結果俺は二人の対応にやつれて、二人は俺の言葉と行動でツヤッツヤになったというわけだ。
「はぁ、変な噂がたつ。」
「いいじゃないか。事実なんだし。」
「俺はまともな人間なんだ。変人になんて見られたくない。
「兄様は文香のこと嫌いなのですか?」
「あぁ、嫌いじゃないぞ。

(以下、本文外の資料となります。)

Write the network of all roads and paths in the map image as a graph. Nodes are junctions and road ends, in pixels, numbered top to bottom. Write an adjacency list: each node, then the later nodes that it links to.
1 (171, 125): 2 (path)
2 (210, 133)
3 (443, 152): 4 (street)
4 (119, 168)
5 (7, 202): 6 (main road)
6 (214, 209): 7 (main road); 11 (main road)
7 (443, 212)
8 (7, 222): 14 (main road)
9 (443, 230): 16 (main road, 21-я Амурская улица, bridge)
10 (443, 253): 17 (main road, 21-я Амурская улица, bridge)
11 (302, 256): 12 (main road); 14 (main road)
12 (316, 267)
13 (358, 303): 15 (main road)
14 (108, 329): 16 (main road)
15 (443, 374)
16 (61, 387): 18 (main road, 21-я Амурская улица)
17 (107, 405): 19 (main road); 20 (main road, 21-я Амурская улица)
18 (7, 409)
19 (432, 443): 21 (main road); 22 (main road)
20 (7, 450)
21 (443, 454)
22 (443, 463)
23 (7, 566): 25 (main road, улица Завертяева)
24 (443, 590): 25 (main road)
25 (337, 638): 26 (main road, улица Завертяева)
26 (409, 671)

だがもう少し年を重ねた方が俺の好みになるっていうか……」
「やっぱり兄様は私を気遣うためにあんなこと言ったんですね?ひっぐ、えぐ、」
「あー、泣き出しちゃったじゃないか。罰として文香ちゃんにも『愛してる』って言ってあげなよ。」
「…コンス、お前はそれでいいのか?」
「王族はたくさんの女性を侍らせるものだからね。ボクを一番に愛してくれれば、何も問題ないよ。」
「はぁ、」
女性関係ってわかんねぇな。俺は噂を何とかしようと考えて、文香たちを送り届けた。
次の日ヘルメス通信の新聞では『生徒会長はロリコン』とデカデカと載ってあった。
消されたりノクターンに飛ばされないか心配。
でもあの作品は自分より過激な気が……(自分のことは棚に上げていくスタイル。)
というかぶっちゃけコンスのイメージ像はあのアーサー百万人に出てくる純白型です。パクリ言われてもシカタネェナ。